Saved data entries
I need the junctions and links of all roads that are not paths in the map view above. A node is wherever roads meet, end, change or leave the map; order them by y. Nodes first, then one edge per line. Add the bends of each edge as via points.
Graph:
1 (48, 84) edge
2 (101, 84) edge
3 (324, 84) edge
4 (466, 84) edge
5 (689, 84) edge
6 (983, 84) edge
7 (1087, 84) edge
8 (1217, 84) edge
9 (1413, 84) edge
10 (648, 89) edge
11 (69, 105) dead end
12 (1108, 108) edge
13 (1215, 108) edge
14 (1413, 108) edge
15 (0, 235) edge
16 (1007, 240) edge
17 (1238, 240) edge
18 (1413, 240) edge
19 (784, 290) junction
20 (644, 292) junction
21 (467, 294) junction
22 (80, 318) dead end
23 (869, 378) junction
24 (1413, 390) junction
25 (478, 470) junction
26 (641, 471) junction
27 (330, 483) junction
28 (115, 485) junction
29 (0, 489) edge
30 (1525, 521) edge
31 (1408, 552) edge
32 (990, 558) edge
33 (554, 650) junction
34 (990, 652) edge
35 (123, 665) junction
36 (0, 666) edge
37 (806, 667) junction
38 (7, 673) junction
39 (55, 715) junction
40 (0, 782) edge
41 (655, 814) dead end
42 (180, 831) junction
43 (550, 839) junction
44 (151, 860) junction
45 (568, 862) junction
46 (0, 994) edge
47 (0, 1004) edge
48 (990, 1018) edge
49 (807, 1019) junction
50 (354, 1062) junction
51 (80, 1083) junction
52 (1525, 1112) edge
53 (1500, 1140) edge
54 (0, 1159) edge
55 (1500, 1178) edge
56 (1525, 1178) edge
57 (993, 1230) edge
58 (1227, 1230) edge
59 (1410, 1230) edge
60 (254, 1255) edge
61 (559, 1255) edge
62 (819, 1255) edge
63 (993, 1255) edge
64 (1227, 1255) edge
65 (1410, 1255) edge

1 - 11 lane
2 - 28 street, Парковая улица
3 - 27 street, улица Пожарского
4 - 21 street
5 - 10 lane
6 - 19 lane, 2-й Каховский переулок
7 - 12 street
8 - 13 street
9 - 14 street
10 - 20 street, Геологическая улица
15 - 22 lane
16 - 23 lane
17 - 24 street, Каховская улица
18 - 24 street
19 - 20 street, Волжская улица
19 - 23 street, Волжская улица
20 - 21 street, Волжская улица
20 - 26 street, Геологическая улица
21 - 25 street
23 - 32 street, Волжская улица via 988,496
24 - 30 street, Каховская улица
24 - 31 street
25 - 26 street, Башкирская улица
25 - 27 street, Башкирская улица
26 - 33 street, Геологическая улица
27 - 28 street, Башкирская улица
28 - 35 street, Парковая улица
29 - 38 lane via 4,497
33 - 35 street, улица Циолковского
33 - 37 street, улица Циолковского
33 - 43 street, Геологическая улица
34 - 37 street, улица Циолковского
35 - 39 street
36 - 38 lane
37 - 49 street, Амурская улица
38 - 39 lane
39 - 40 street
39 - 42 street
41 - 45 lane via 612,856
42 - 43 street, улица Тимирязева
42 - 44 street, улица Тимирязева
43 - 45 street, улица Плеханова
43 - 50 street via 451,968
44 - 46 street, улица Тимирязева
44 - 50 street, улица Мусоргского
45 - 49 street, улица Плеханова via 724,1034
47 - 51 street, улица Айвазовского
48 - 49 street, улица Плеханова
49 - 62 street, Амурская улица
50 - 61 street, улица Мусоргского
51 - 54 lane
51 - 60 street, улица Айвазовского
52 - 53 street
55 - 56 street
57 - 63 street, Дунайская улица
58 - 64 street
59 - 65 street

[The problem] Could you transcribe all of the entries exactly, leaving nothing out?

[Your response]
I need the junctions and links of all roads that are not paths in the map view above. A node is wherever roads meet, end, change or leave the map; order them by y. Nodes first, then one edge per line. Add the bends of each edge as via points.
Graph:
1 (48, 84) edge
2 (101, 84) edge
3 (324, 84) edge
4 (466, 84) edge
5 (689, 84) edge
6 (983, 84) edge
7 (1087, 84) edge
8 (1217, 84) edge
9 (1413, 84) edge
10 (648, 89) edge
11 (69, 105) dead end
12 (1108, 108) edge
13 (1215, 108) edge
14 (1413, 108) edge
15 (0, 235) edge
16 (1007, 240) edge
17 (1238, 240) edge
18 (1413, 240) edge
19 (784, 290) junction
20 (644, 292) junction
21 (467, 294) junction
22 (80, 318) dead end
23 (869, 378) junction
24 (1413, 390) junction
25 (478, 470) junction
26 (641, 471) junction
27 (330, 483) junction
28 (115, 485) junction
29 (0, 489) edge
30 (1525, 521) edge
31 (1408, 552) edge
32 (990, 558) edge
33 (554, 650) junction
34 (990, 652) edge
35 (123, 665) junction
36 (0, 666) edge
37 (806, 667) junction
38 (7, 673) junction
39 (55, 715) junction
40 (0, 782) edge
41 (655, 814) dead end
42 (180, 831) junction
43 (550, 839) junction
44 (151, 860) junction
45 (568, 862) junction
46 (0, 994) edge
47 (0, 1004) edge
48 (990, 1018) edge
49 (807, 1019) junction
50 (354, 1062) junction
51 (80, 1083) junction
52 (1525, 1112) edge
53 (1500, 1140) edge
54 (0, 1159) edge
55 (1500, 1178) edge
56 (1525, 1178) edge
57 (993, 1230) edge
58 (1227, 1230) edge
59 (1410, 1230) edge
60 (254, 1255) edge
61 (559, 1255) edge
62 (819, 1255) edge
63 (993, 1255) edge
64 (1227, 1255) edge
65 (1410, 1255) edge

1 - 11 lane
2 - 28 street, Парковая улица
3 - 27 street, улица Пожарского
4 - 21 street
5 - 10 lane
6 - 19 lane, 2-й Каховский переулок
7 - 12 street
8 - 13 street
9 - 14 street
10 - 20 street, Геологическая улица
15 - 22 lane
16 - 23 lane
17 - 24 street, Каховская улица
18 - 24 street
19 - 20 street, Волжская улица
19 - 23 street, Волжская улица
20 - 21 street, Волжская улица
20 - 26 street, Геологическая улица
21 - 25 street
23 - 32 street, Волжская улица via 988,496
24 - 30 street, Каховская улица
24 - 31 street
25 - 26 street, Башкирская улица
25 - 27 street, Башкирская улица
26 - 33 street, Геологическая улица
27 - 28 street, Башкирская улица
28 - 35 street, Парковая улица
29 - 38 lane via 4,497
33 - 35 street, улица Циолковского
33 - 37 street, улица Циолковского
33 - 43 street, Геологическая улица
34 - 37 street, улица Циолковского
35 - 39 street
36 - 38 lane
37 - 49 street, Амурская улица
38 - 39 lane
39 - 40 street
39 - 42 street
41 - 45 lane via 612,856
42 - 43 street, улица Тимирязева
42 - 44 street, улица Тимирязева
43 - 45 street, улица Плеханова
43 - 50 street via 451,968
44 - 46 street, улица Тимирязева
44 - 50 street, улица Мусоргского
45 - 49 street, улица Плеханова via 724,1034
47 - 51 street, улица Айвазовского
48 - 49 street, улица Плеханова
49 - 62 street, Амурская улица
50 - 61 street, улица Мусоргского
51 - 54 lane
51 - 60 street, улица Айвазовского
52 - 53 street
55 - 56 street
57 - 63 street, Дунайская улица
58 - 64 street
59 - 65 street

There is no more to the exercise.